The short electrical outage that occurred started me to thinking how important electric power is in this modern age. I am very cognizant of the fact that many folks in other countries don’t yet have electricity available.
I can remember when I was a youngster we had no electric power at our house. Consequently there was no electric lighting, no refrigerator, no electric iron, no electric cook stove, no freezer and no washing machine. Of course, we didn’t have television as that was before few if any had television in our neighborhood.
I was about ten years old when two of my uncles wired our house for electricity. And I can remember very well when we pulled the string or flipped the switch and the magic of electricity lit up the room. Our lighting had been from kerosene lamps that gave forth only a fraction of the light from a light bulb.
Butter and milk was cooled by placing them in a small stream of water that ran through a concrete trough in our cellar. The origin of the stream was a cool spring.
Laundry was done when one day each week (usually Monday), my mother would go down to the creek that ran in the front of our property and spend nearly all day washing the family’s clothes. It required heating water in a large iron kettle, cutting soap chips from bars of lye soap, and using a washboard to wash the clothes. Another pot of hot water served as the rinse water. Following the rinsing, the clothes were hung on a clothesline to dry. That was quite a contrast to what can be done with a modern electric washer.

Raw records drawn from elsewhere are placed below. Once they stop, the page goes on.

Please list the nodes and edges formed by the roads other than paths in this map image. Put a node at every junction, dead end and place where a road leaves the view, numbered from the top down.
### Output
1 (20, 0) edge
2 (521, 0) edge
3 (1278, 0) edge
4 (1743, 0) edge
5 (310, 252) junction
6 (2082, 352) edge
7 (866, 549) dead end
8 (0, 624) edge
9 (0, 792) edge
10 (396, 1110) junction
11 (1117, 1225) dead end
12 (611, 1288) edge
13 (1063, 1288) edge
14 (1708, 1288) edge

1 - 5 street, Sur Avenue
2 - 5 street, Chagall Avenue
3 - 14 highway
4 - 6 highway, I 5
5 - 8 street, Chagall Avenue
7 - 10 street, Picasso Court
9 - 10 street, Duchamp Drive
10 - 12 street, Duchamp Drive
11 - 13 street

Back then nearly every piece of clothing had to be ironed. There was no wash and wear material. With no electricity, it was necessary to heat the irons on a stove. As one iron cooled another was heated so the chore could be completed. Ironing then took the better part of a day (usually Tuesday).

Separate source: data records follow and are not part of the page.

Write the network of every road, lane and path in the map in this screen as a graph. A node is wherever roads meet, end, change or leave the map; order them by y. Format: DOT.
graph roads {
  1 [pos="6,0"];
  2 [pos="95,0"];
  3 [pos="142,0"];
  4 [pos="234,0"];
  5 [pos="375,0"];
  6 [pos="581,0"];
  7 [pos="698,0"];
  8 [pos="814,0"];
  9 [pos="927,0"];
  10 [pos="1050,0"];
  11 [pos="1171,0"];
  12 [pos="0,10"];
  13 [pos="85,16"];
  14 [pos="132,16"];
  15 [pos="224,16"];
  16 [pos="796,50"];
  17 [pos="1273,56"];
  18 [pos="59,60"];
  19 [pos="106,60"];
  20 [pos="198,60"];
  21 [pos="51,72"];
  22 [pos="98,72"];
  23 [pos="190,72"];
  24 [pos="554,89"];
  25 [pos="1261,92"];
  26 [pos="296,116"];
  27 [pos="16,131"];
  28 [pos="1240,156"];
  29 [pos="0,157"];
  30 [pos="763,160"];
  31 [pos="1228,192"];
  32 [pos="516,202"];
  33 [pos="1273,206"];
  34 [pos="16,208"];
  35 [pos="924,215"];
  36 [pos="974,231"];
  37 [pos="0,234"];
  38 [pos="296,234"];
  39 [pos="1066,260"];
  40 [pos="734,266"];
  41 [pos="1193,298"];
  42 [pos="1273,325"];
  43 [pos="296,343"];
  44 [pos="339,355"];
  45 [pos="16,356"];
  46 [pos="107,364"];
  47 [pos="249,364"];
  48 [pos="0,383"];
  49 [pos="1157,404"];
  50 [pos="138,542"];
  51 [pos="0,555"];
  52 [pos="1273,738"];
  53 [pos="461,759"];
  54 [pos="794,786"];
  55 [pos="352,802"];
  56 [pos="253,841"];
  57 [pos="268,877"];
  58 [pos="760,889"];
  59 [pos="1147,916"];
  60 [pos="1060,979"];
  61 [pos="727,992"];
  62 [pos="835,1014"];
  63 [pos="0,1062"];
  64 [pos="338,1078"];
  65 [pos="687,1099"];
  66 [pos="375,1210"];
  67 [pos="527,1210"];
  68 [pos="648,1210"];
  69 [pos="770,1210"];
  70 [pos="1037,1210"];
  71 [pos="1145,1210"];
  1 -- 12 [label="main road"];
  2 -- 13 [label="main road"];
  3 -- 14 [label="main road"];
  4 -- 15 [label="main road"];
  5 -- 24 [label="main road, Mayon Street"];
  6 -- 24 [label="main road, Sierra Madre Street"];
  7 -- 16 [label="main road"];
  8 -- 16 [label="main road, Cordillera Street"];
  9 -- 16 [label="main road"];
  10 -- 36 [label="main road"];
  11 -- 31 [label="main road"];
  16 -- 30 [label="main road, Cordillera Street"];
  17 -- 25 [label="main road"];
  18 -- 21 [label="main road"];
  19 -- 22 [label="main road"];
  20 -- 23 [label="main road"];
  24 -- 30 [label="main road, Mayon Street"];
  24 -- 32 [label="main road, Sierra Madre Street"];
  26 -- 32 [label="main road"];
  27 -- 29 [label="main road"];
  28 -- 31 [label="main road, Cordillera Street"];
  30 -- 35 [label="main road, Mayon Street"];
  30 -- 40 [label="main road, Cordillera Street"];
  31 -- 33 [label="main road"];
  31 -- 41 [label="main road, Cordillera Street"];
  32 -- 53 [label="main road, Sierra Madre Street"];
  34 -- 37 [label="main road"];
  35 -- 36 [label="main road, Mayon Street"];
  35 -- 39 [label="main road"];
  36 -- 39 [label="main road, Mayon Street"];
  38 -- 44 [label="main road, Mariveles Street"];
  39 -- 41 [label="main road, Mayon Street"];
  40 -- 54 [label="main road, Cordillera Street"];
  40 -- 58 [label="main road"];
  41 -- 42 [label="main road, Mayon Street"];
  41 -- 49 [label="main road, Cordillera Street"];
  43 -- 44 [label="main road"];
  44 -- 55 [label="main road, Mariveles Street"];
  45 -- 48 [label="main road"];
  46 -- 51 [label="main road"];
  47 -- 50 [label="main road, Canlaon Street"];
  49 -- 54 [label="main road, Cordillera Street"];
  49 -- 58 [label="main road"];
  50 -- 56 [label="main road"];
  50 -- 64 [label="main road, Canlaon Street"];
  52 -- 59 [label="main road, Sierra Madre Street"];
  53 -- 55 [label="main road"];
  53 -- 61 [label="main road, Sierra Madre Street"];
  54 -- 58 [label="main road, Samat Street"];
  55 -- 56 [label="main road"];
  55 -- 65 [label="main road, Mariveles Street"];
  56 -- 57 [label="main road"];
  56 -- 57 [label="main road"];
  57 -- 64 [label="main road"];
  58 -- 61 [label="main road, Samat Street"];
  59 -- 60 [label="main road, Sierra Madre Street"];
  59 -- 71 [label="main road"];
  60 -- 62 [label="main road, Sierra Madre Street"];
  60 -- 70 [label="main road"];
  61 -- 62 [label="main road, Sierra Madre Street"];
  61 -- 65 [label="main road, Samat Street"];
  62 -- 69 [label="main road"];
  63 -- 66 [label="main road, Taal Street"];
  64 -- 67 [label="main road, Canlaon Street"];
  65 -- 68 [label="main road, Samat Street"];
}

Cooking was a much greater chore then than it is now. A fire was built in the firebox of the stove. The heat from the stove was all right in winter but when cooking was done in the hottest day of summer, it was very uncomfortable to say the least.
I have only mentioned a few of the difficulties of living in a pre-electric time. I might point out that we were not the only family without electricity. In that day folks living in rural areas couldn’t get electric service. It just wasn’t available. I am thankful that electricity is available now and it is being used in so many ways. What would we do without it?